全ての人間が自分の死ぬ日を把握できたら、この世はどうなるのか?


昨日は最近流行りのキミスイこと「君の膵臓を食べたい」の映画ではなく文庫本を一日で読み切り、

<ストーリー>
ある日、高校生の僕は病院で一冊の文庫本を拾う。タイトルは「共病文庫」。それは、クラスメイトである山内桜良が密かに綴っていた日記帳だった。そこには、彼女の余命が膵臓の病気により、もういくばくもないと書かれていて――。読後、きっとこのタイトルに涙する。デビュー作にして2016年本屋大賞・堂々の第2位、75万部突破のベストセラー待望の文庫化!

~Amazonより引用~

 

今日は浅田次郎原作の、映画「椿山課長の七日間」を観ました。

<ストーリー>
激務がたたり脳溢血で突然死したデパートの中年課長が、たった7日間の期限つきで現世に舞い戻ってくる。ただしみずからの正体を明かすことは許されず、39歳の独身美女の姿を借りているため、行く先々で珍騒動が巻き起こる。家族に、仕事に、やり残したことをやり遂げ、主人公は無事成仏できるのか。行動をともにするやくざの組長と小学生のストーリーをからめつつ描かれる、ハートウォーミングな「死者の自分探し」の物語である。

~Amazonより引用~

「死」は全ての者に訪れる

図らずもどちらも「死」が大きなテーマとなる作品で、あらためて死ぬことを考える。

おかげさまで健康体で、何不自由ない生活をさせていただいているので、病や死について考えることが最近なかった。

今回この2作品に触れ、

  • ひとり残らず人は必ず死ぬ
  • 死はいつ訪れるかわからない
  • 何事も終わりがあるから大切にできる

主にそういったことを強く感じた。

今この瞬間生きているボクらにはほぼ間違いなく「明日がある」、けど、もしかしたらもしかしたら今夜眠ってもう2度と目覚めない可能性だってある。

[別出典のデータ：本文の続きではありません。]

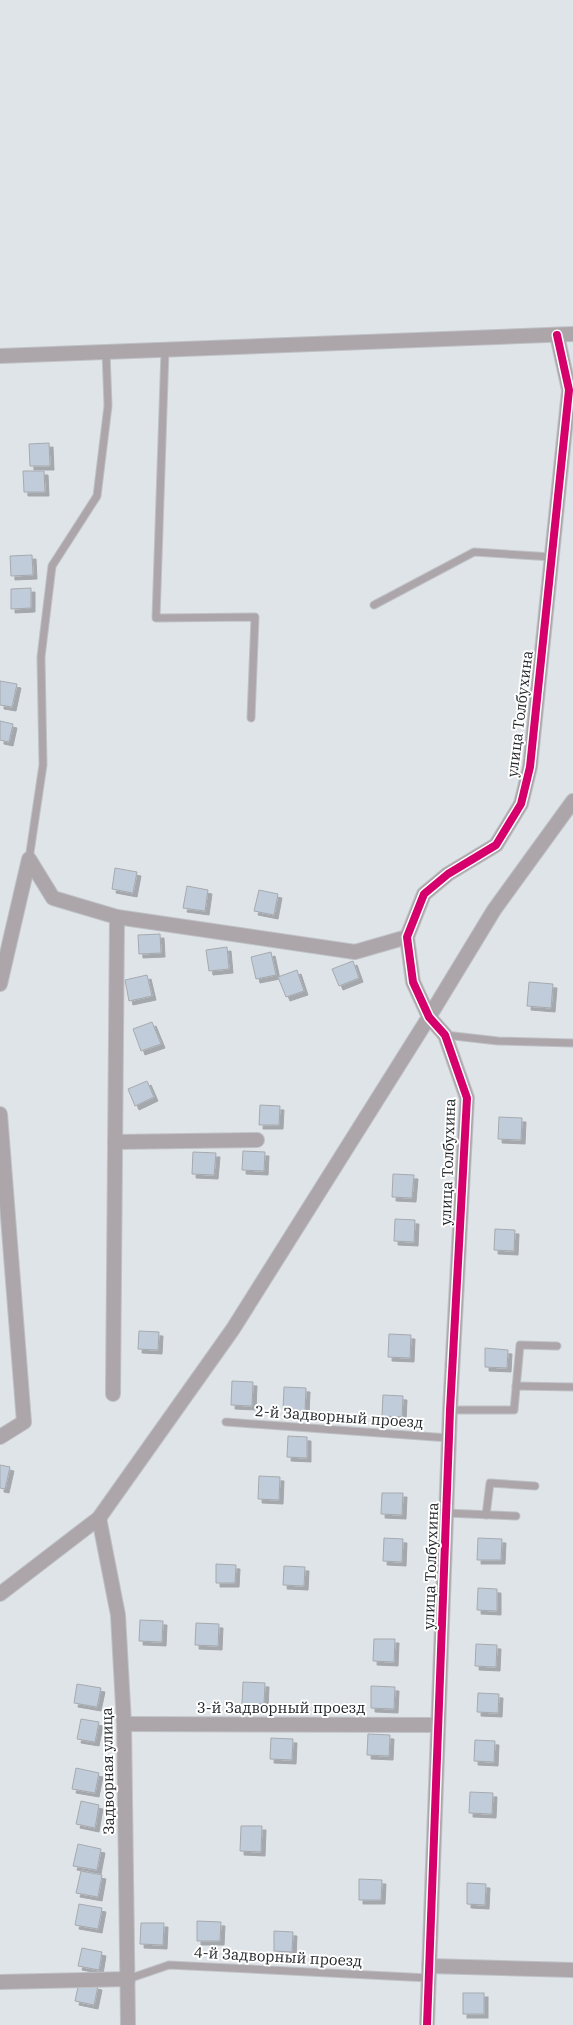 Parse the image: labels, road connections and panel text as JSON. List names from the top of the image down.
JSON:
{
  "streets": {
    "street": ["улица Толбухина", "3-й Задворный проезд", "Задворная улица"],
    "lane": ["2-й Задворный проезд", "4-й Задворный проезд"]
  },
  "crossings": [
    ["улица Толбухина", "2-й Задворный проезд"],
    ["улица Толбухина", "3-й Задворный проезд"],
    ["улица Толбухина", "4-й Задворный проезд"],
    ["3-й Задворный проезд", "Задворная улица"],
    ["Задворная улица", "4-й Задворный проезд"]
  ]
} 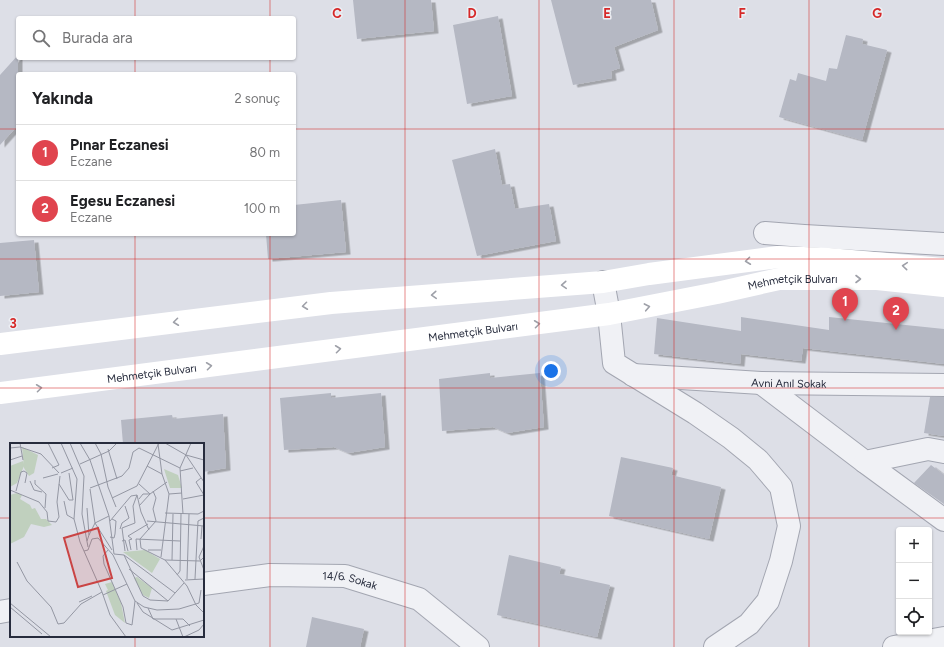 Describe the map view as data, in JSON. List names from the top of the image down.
{
  "streets": {
    "main road": ["Mehmetçik Bulvarı"],
    "street": ["Avni Anıl Sokak", "14/6. Sokak"]
  },
  "page": {
    "search": "Burada ara",
    "heading": ["Yakında", "2 sonuç"],
    "list": [
      {
        "mark": "1",
        "name": "Pınar Eczanesi",
        "note": "Eczane",
        "value": "80 m"
      },
      {
        "mark": "2",
        "name": "Egesu Eczanesi",
        "note": "Eczane",
        "value": "100 m"
      }
    ],
    "pins": ["1", "2"],
    "map_buttons": ["+", "−"]
  },
  "grid": {
    "columns": [
      "C",
      "D",
      "E",
      "F",
      "G"
    ],
    "rows": ["3"]
  }
} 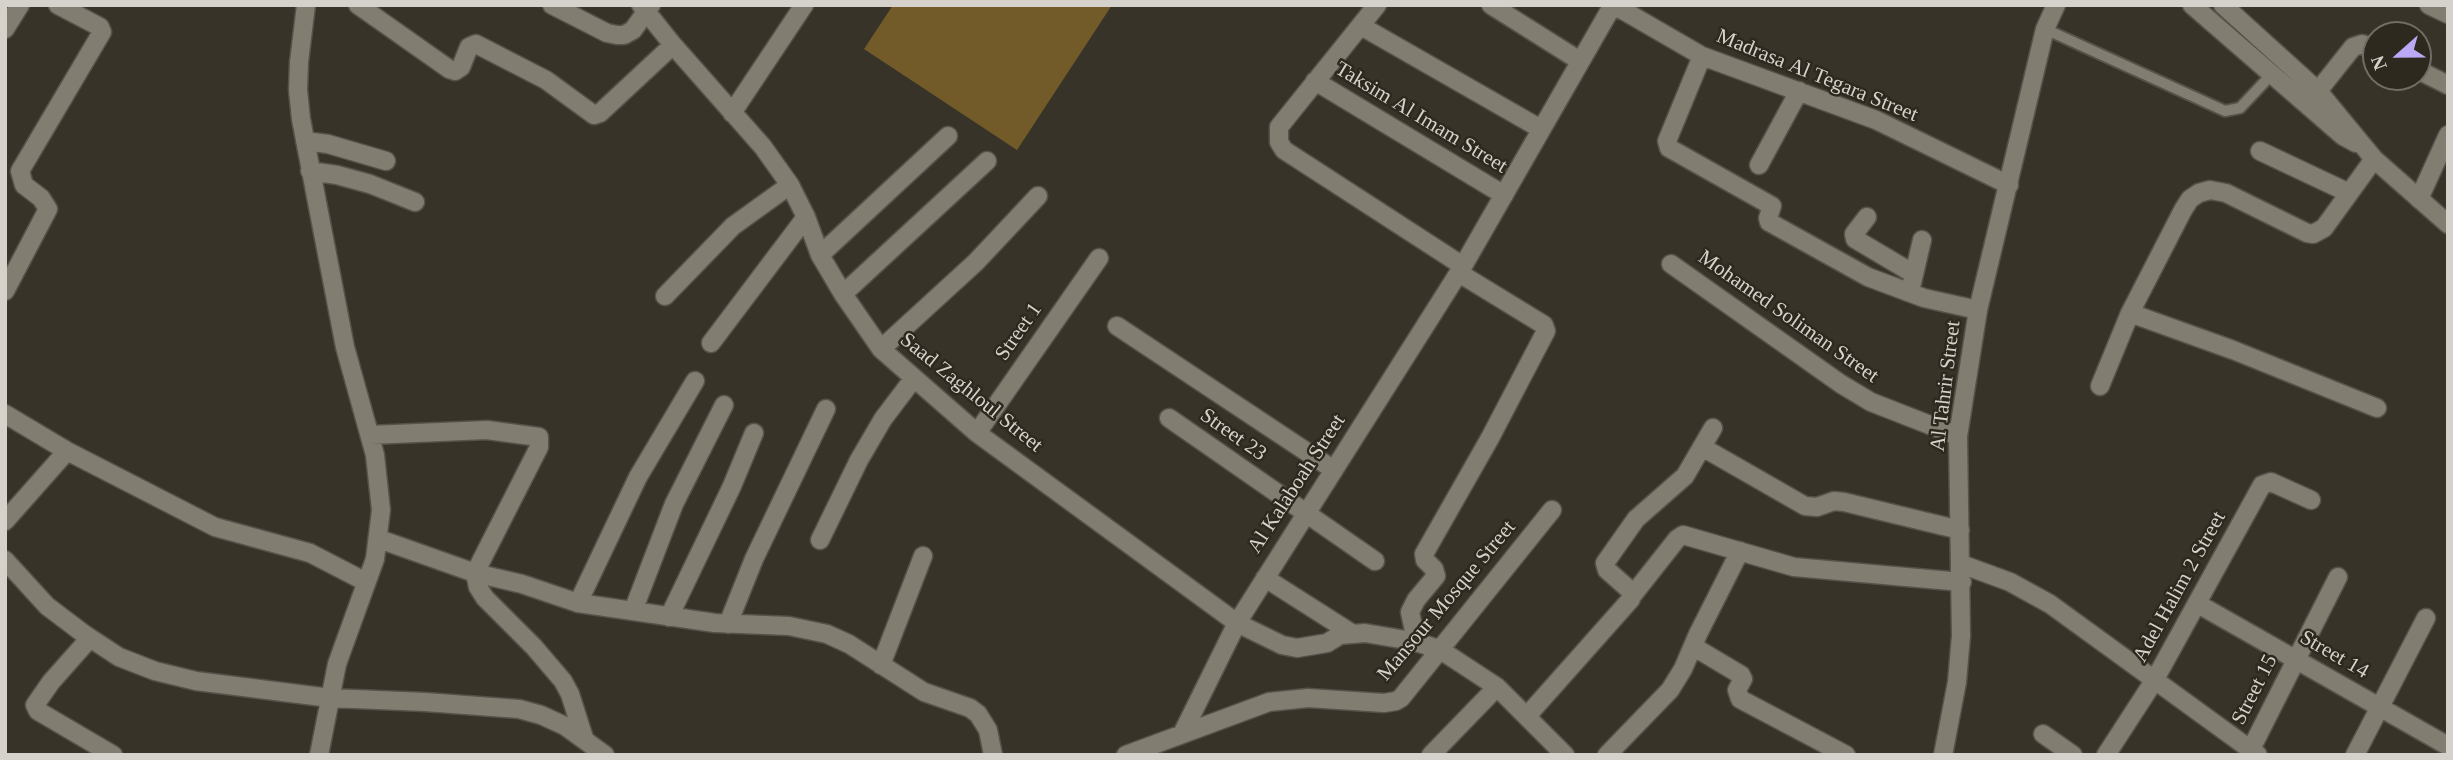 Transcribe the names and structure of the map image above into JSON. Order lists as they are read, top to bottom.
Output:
{
  "streets": {
    "street": [
      "Madrasa Al Tegara Street",
      "Taksim Al Imam Street",
      "Mohamed Soliman Street",
      "Street 1",
      "Al Tahrir Street",
      "Saad Zaghloul Street",
      "Street 23",
      "Al Kalaboah Street",
      "Adel Halim 2 Street",
      "Mansour Mosque Street",
      "Street 14",
      "Street 15"
    ]
  },
  "crossings": [
    ["Madrasa Al Tegara Street", "Taksim Al Imam Street"],
    ["Madrasa Al Tegara Street", "Al Tahrir Street"],
    ["Madrasa Al Tegara Street", "Al Kalaboah Street"],
    ["Mohamed Soliman Street", "Al Tahrir Street"],
    ["Street 1", "Saad Zaghloul Street"],
    ["Saad Zaghloul Street", "Al Kalaboah Street"],
    ["Street 23", "Al Kalaboah Street"],
    ["Al Kalaboah Street", "Mansour Mosque Street"],
    ["Adel Halim 2 Street", "Street 14"],
    ["Street 14", "Street 15"]
  ],
  "north": "left"
} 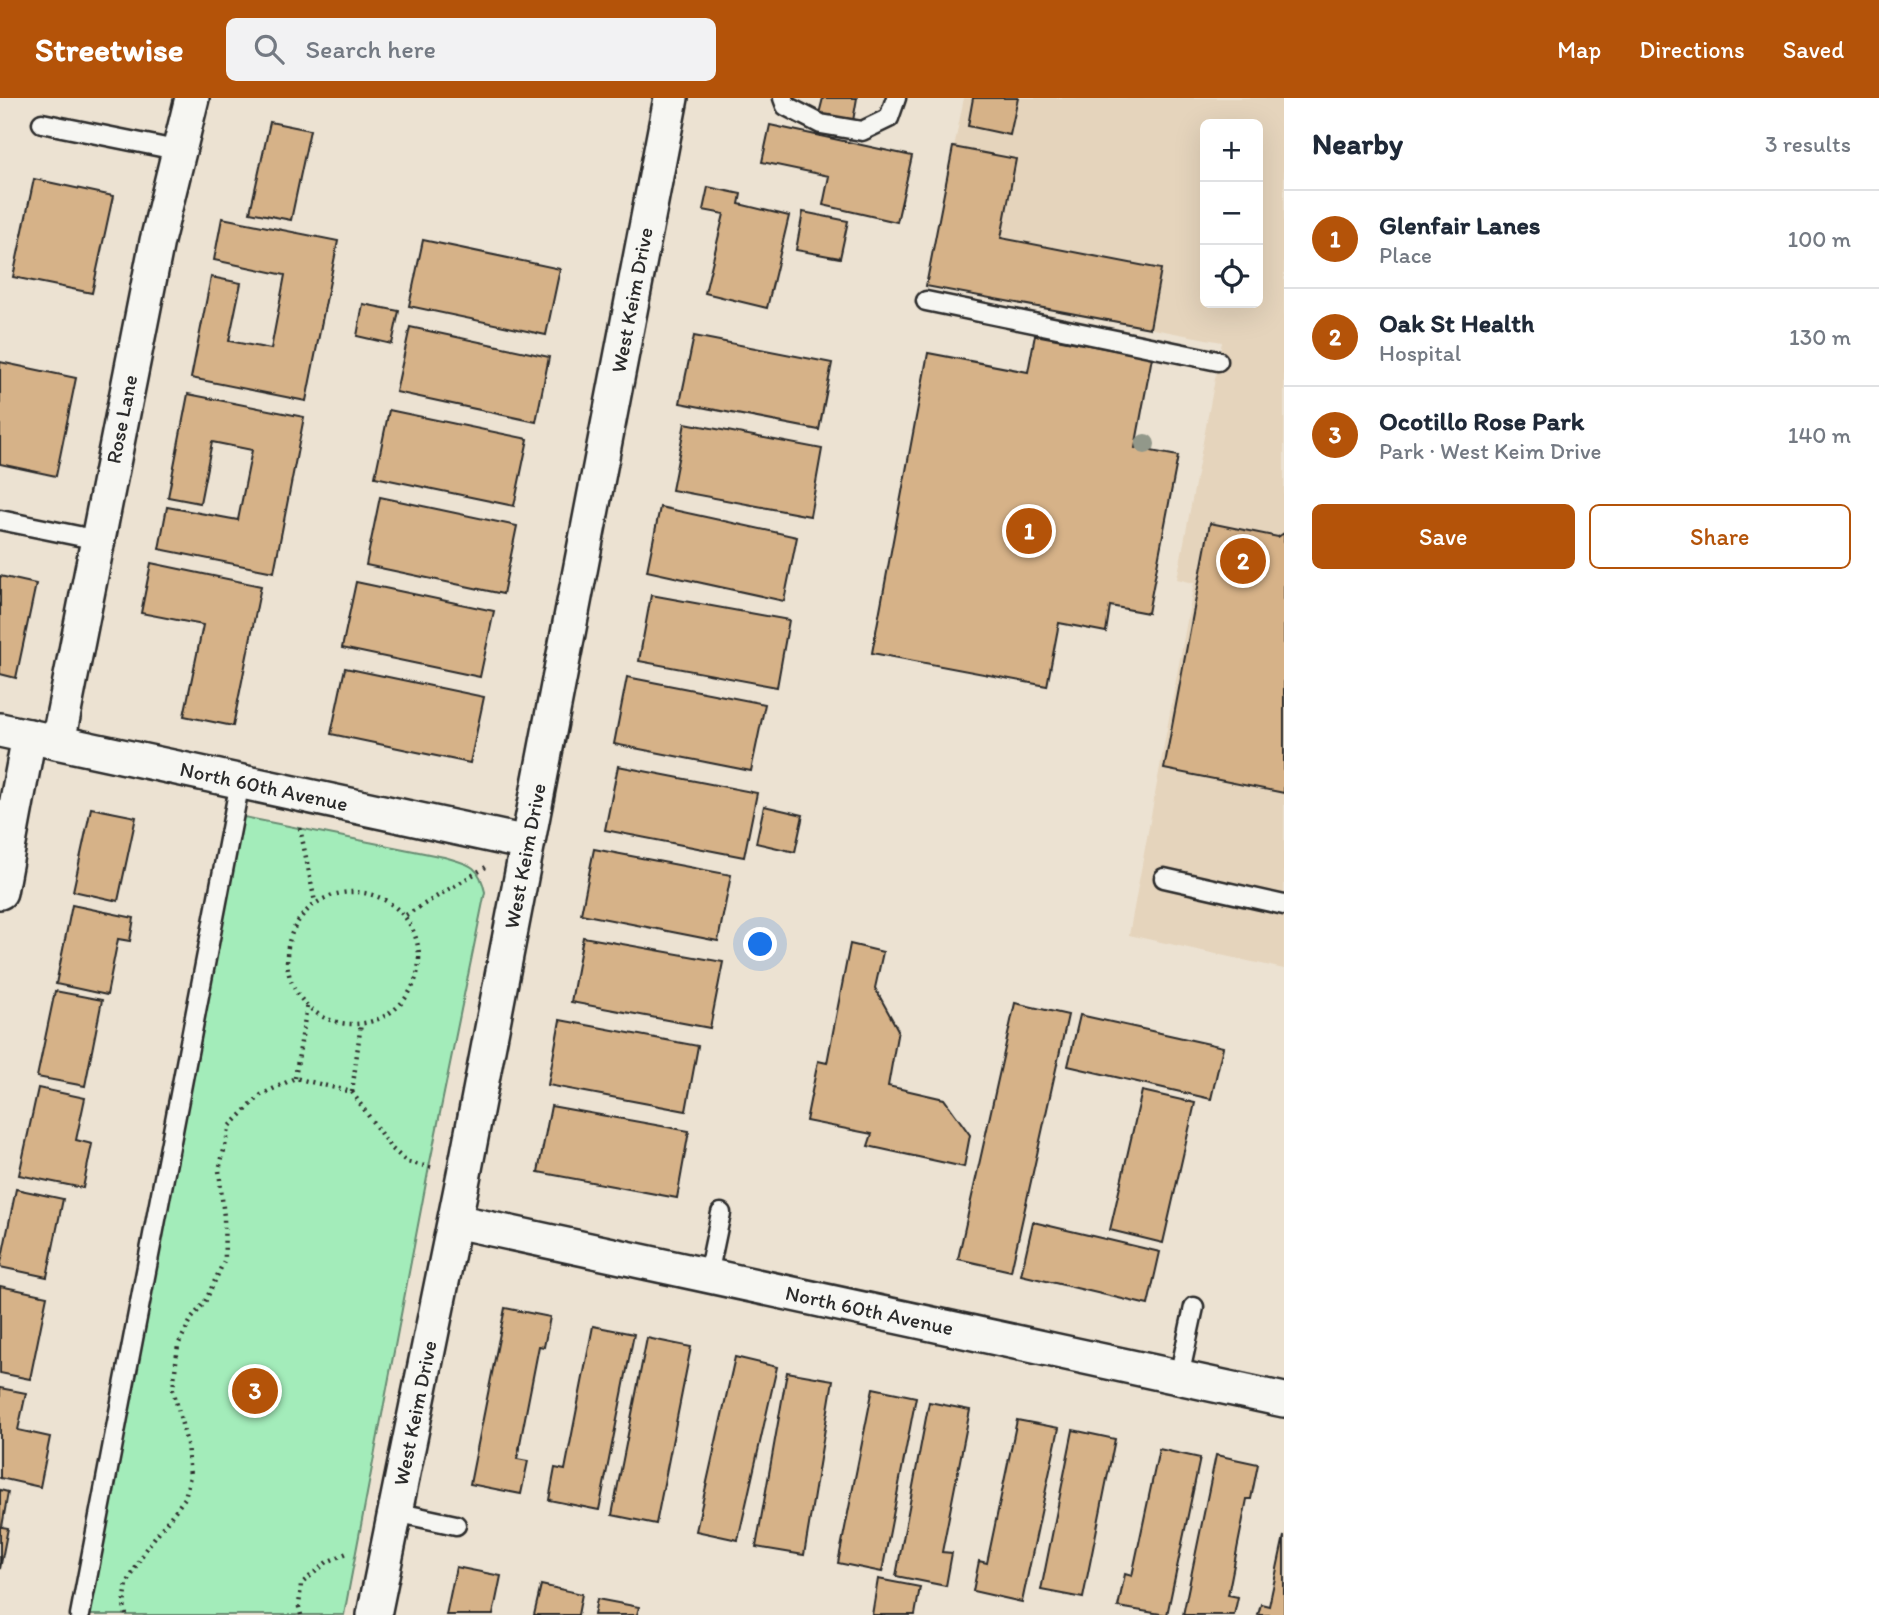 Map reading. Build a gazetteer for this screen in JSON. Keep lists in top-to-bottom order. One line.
{"streets":{"street":["West Keim Drive","Rose Lane","North 60th Avenue"]},"crossings":[["West Keim Drive","North 60th Avenue"],["Rose Lane","North 60th Avenue"]],"page":{"header":"Streetwise","search":"Search here","nav":["Map","Directions","Saved"],"heading":["Nearby","3 results"],"map_buttons":["+","−"],"list":[{"mark":"1","name":"Glenfair Lanes","note":"Place","value":"100 m"},{"mark":"2","name":"Oak St Health","note":"Hospital","value":"130 m"},{"mark":"3","name":"Ocotillo Rose Park","note":"Park · West Keim Drive","value":"140 m"}],"buttons":["Save","Share"],"pins":["1","2","3"]}}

だけど、ボクたちは明日も生きるし、明後日もその次も、生きていると思い込んでいる。というか、思ってさえもいない、当たりまえになっている。自分だって、明日もあさっても、というかあと50年は生きるだろうと勝手に信じている。

けど、それを保証するものは何もない。

 

余命宣告をされ、死へのおおまかなカウントダウンができてしまう人は、なにげなく生きていた時より1日1日をより大切に過ごそうと思うはず。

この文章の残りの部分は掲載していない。